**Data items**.
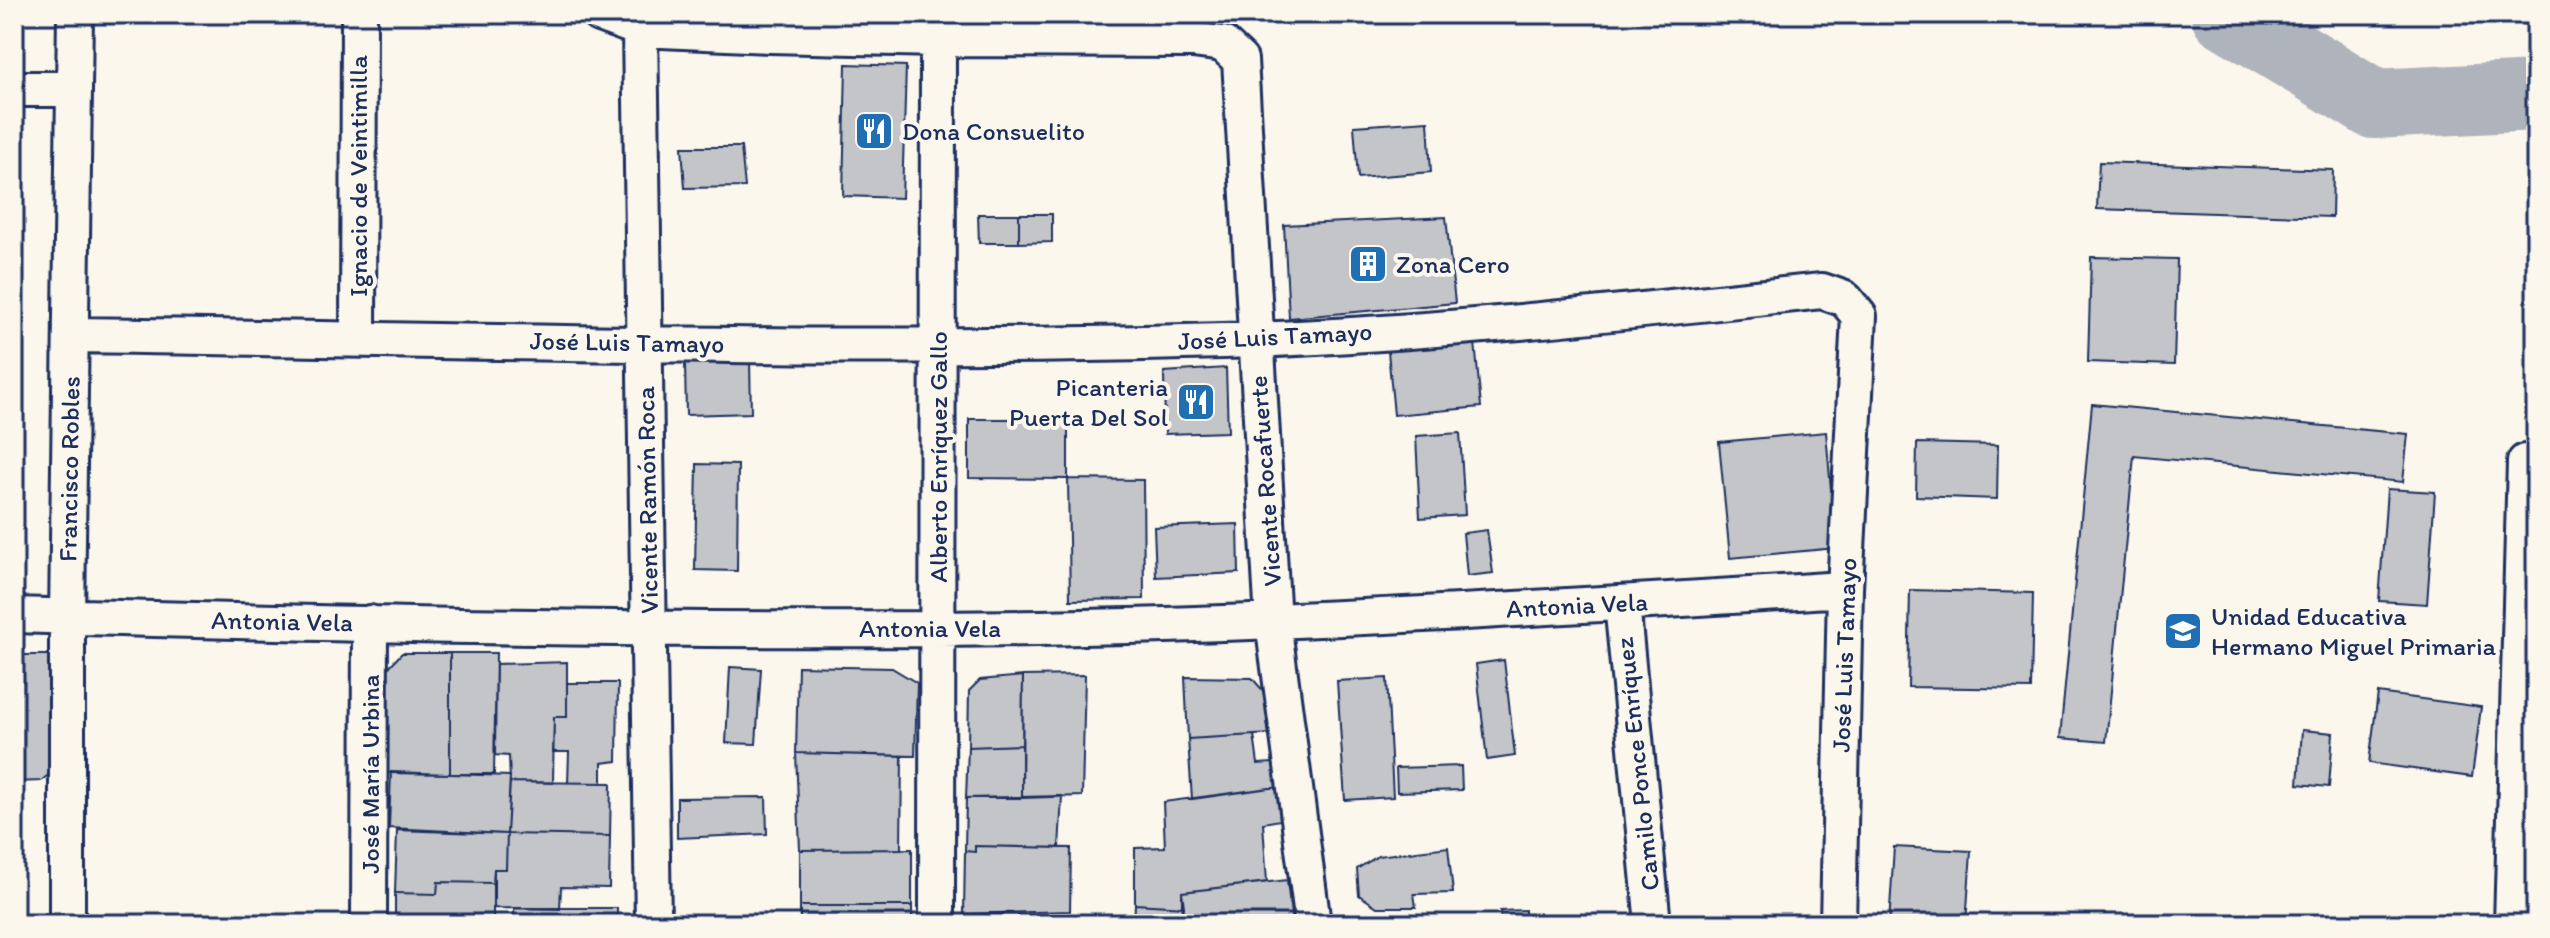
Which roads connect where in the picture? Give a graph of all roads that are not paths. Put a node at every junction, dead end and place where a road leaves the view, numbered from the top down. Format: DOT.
graph roads {
  1 [pos="75,14"];
  2 [pos="359,14"];
  3 [pos="599,14"];
  4 [pos="640,29"];
  5 [pos="938,39"];
  6 [pos="14,89"];
  7 [pos="74,89"];
  8 [pos="71,335"];
  9 [pos="358,339"];
  10 [pos="1256,340"];
  11 [pos="644,343"];
  12 [pos="938,347"];
  13 [pos="2525,462"];
  14 [pos="1845,589"];
  15 [pos="1622,603"];
  16 [pos="14,615"];
  17 [pos="67,617"];
  18 [pos="1273,622"];
  19 [pos="370,623"];
  20 [pos="649,628"];
  21 [pos="937,629"];
  22 [pos="67,924"];
  23 [pos="369,924"];
  24 [pos="653,924"];
  25 [pos="937,924"];
  26 [pos="1313,924"];
  27 [pos="1653,924"];
  28 [pos="1838,924"];
  29 [pos="2512,924"];
  1 -- 7 [label="street, Francisco Robles"];
  2 -- 9 [label="street, Ignacio de Veintimilla"];
  3 -- 4 [label="street"];
  4 -- 5 [label="street"];
  4 -- 11 [label="street, Vicente Ramón Roca"];
  5 -- 10 [label="street, Vicente Rocafuerte"];
  5 -- 12 [label="street, Alberto Enríquez Gallo"];
  6 -- 7 [label="street"];
  7 -- 8 [label="street, Francisco Robles"];
  8 -- 9 [label="street, José Luis Tamayo"];
  8 -- 17 [label="street, Francisco Robles"];
  9 -- 11 [label="street, José Luis Tamayo"];
  10 -- 12 [label="street, José Luis Tamayo"];
  10 -- 14 [label="street, José Luis Tamayo"];
  10 -- 18 [label="street, Vicente Rocafuerte"];
  11 -- 12 [label="street, José Luis Tamayo"];
  11 -- 20 [label="street, Vicente Ramón Roca"];
  12 -- 21 [label="street, Alberto Enríquez Gallo"];
  13 -- 29 [label="street"];
  14 -- 15 [label="street, Antonia Vela"];
  14 -- 28 [label="street, José Luis Tamayo"];
  15 -- 18 [label="street, Antonia Vela"];
  15 -- 27 [label="street, Camilo Ponce Enríquez"];
  16 -- 17 [label="street, Antonia Vela"];
  17 -- 19 [label="street, Antonia Vela"];
  17 -- 22 [label="street, Francisco Robles"];
  18 -- 21 [label="street, Antonia Vela"];
  18 -- 26 [label="street, Vicente Rocafuerte"];
  19 -- 20 [label="street, Antonia Vela"];
  19 -- 23 [label="street, José María Urbina"];
  20 -- 21 [label="street, Antonia Vela"];
  20 -- 24 [label="street, Vicente Ramón Roca"];
  21 -- 25 [label="street, Alberto Enríquez Gallo"];
}
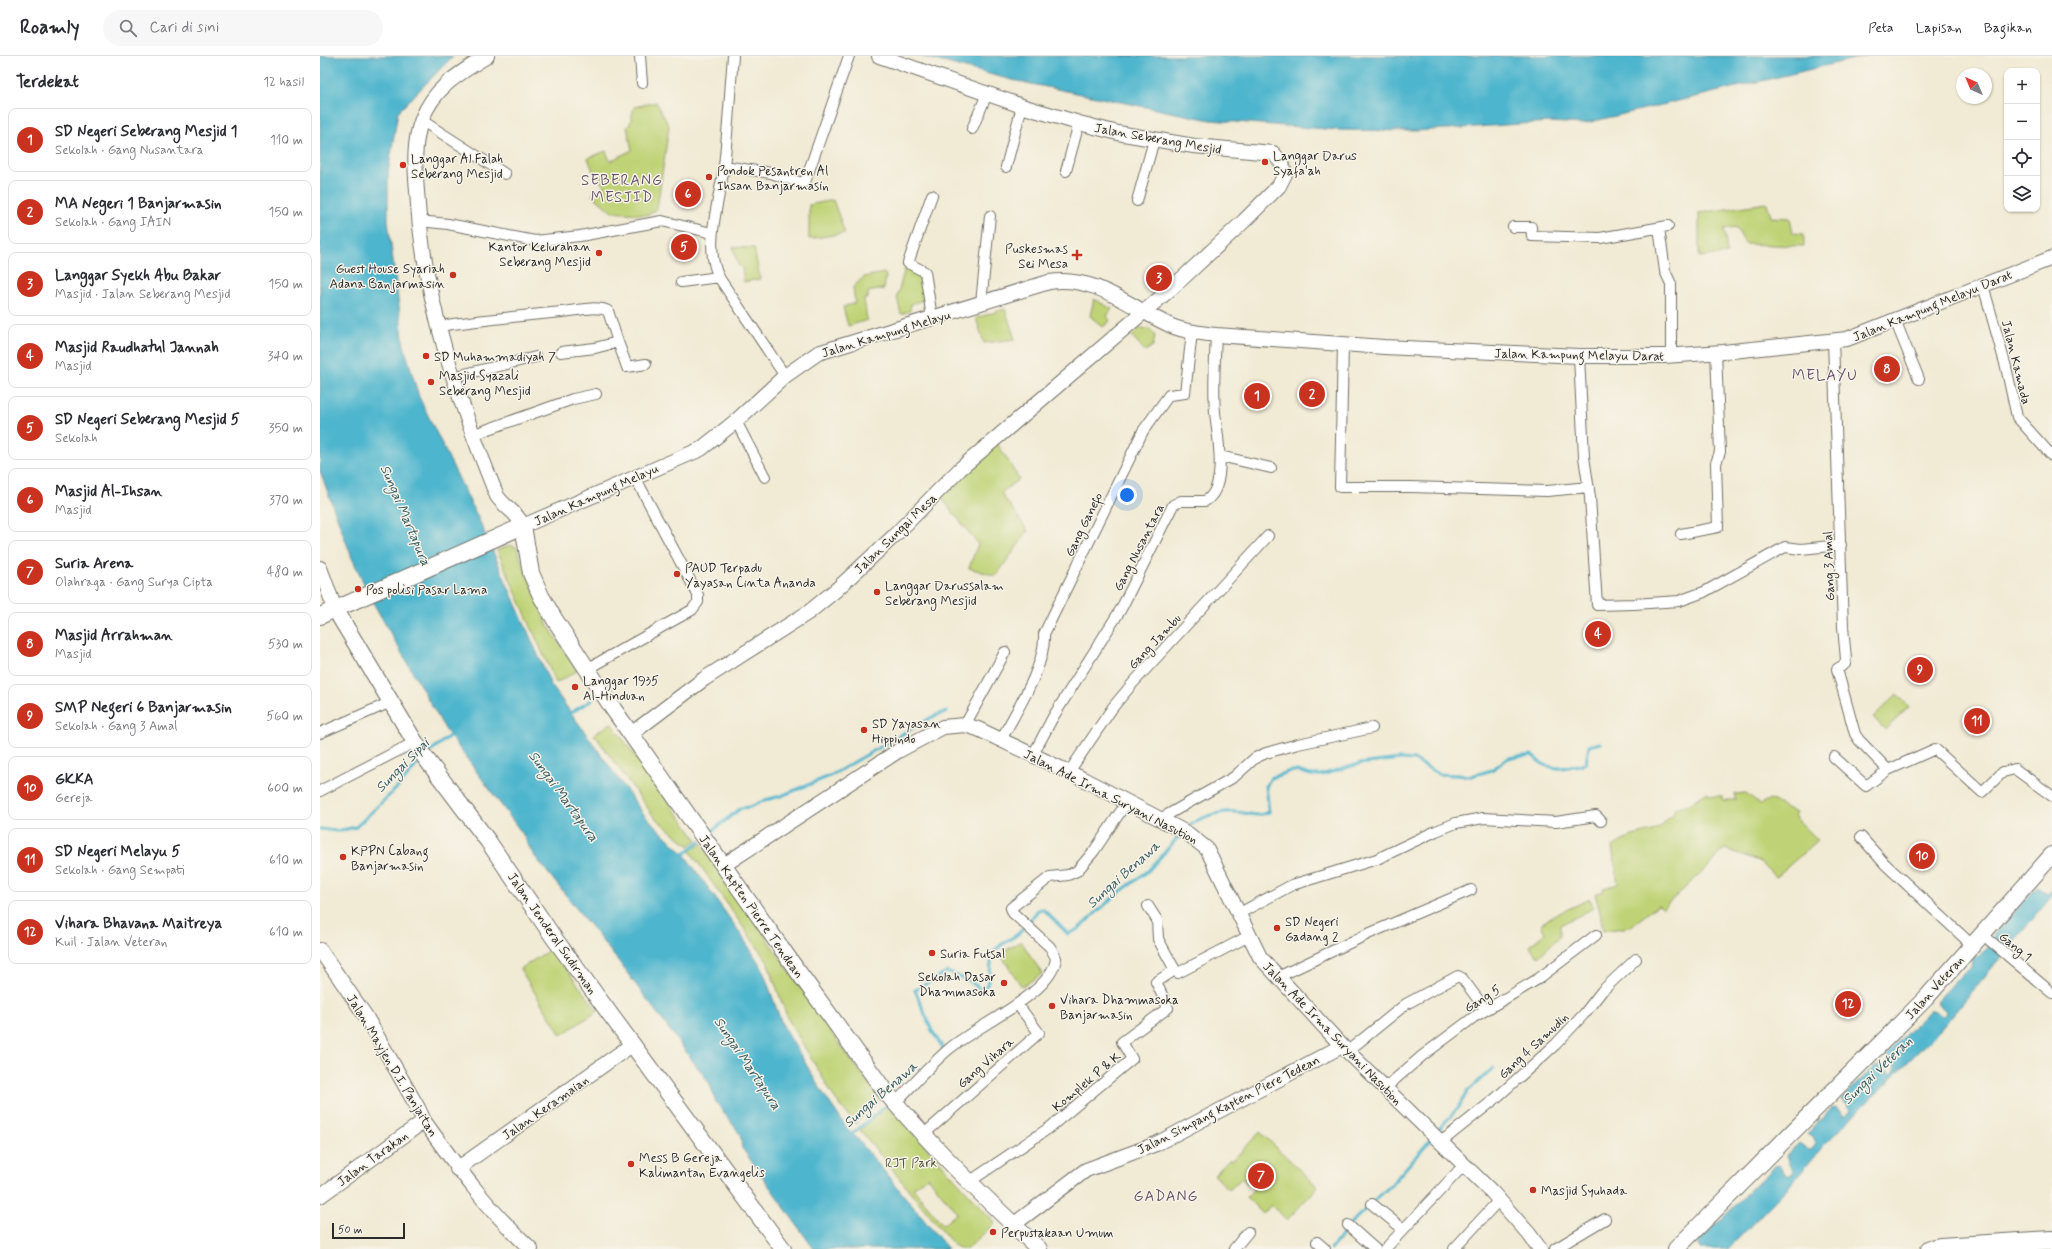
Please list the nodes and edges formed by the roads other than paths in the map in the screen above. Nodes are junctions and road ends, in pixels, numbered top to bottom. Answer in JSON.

**THE PROBLEM**.
Word for word, restate the records shown above, minus the pictures.

**ANSWER BELOW**.
Which roads connect where in the picture? Give a graph of all roads that are not paths. Put a node at every junction, dead end and place where a road leaves the view, numbered from the top down. Format: DOT.
graph roads {
  1 [pos="75,14"];
  2 [pos="359,14"];
  3 [pos="599,14"];
  4 [pos="640,29"];
  5 [pos="938,39"];
  6 [pos="14,89"];
  7 [pos="74,89"];
  8 [pos="71,335"];
  9 [pos="358,339"];
  10 [pos="1256,340"];
  11 [pos="644,343"];
  12 [pos="938,347"];
  13 [pos="2525,462"];
  14 [pos="1845,589"];
  15 [pos="1622,603"];
  16 [pos="14,615"];
  17 [pos="67,617"];
  18 [pos="1273,622"];
  19 [pos="370,623"];
  20 [pos="649,628"];
  21 [pos="937,629"];
  22 [pos="67,924"];
  23 [pos="369,924"];
  24 [pos="653,924"];
  25 [pos="937,924"];
  26 [pos="1313,924"];
  27 [pos="1653,924"];
  28 [pos="1838,924"];
  29 [pos="2512,924"];
  1 -- 7 [label="street, Francisco Robles"];
  2 -- 9 [label="street, Ignacio de Veintimilla"];
  3 -- 4 [label="street"];
  4 -- 5 [label="street"];
  4 -- 11 [label="street, Vicente Ramón Roca"];
  5 -- 10 [label="street, Vicente Rocafuerte"];
  5 -- 12 [label="street, Alberto Enríquez Gallo"];
  6 -- 7 [label="street"];
  7 -- 8 [label="street, Francisco Robles"];
  8 -- 9 [label="street, José Luis Tamayo"];
  8 -- 17 [label="street, Francisco Robles"];
  9 -- 11 [label="street, José Luis Tamayo"];
  10 -- 12 [label="street, José Luis Tamayo"];
  10 -- 14 [label="street, José Luis Tamayo"];
  10 -- 18 [label="street, Vicente Rocafuerte"];
  11 -- 12 [label="street, José Luis Tamayo"];
  11 -- 20 [label="street, Vicente Ramón Roca"];
  12 -- 21 [label="street, Alberto Enríquez Gallo"];
  13 -- 29 [label="street"];
  14 -- 15 [label="street, Antonia Vela"];
  14 -- 28 [label="street, José Luis Tamayo"];
  15 -- 18 [label="street, Antonia Vela"];
  15 -- 27 [label="street, Camilo Ponce Enríquez"];
  16 -- 17 [label="street, Antonia Vela"];
  17 -- 19 [label="street, Antonia Vela"];
  17 -- 22 [label="street, Francisco Robles"];
  18 -- 21 [label="street, Antonia Vela"];
  18 -- 26 [label="street, Vicente Rocafuerte"];
  19 -- 20 [label="street, Antonia Vela"];
  19 -- 23 [label="street, José María Urbina"];
  20 -- 21 [label="street, Antonia Vela"];
  20 -- 24 [label="street, Vicente Ramón Roca"];
  21 -- 25 [label="street, Alberto Enríquez Gallo"];
}
Please list the nodes and edges formed by the roads other than paths in the map in the screen above. Nodes are junctions and road ends, in pixels, numbered top to bottom. Answer in JSON.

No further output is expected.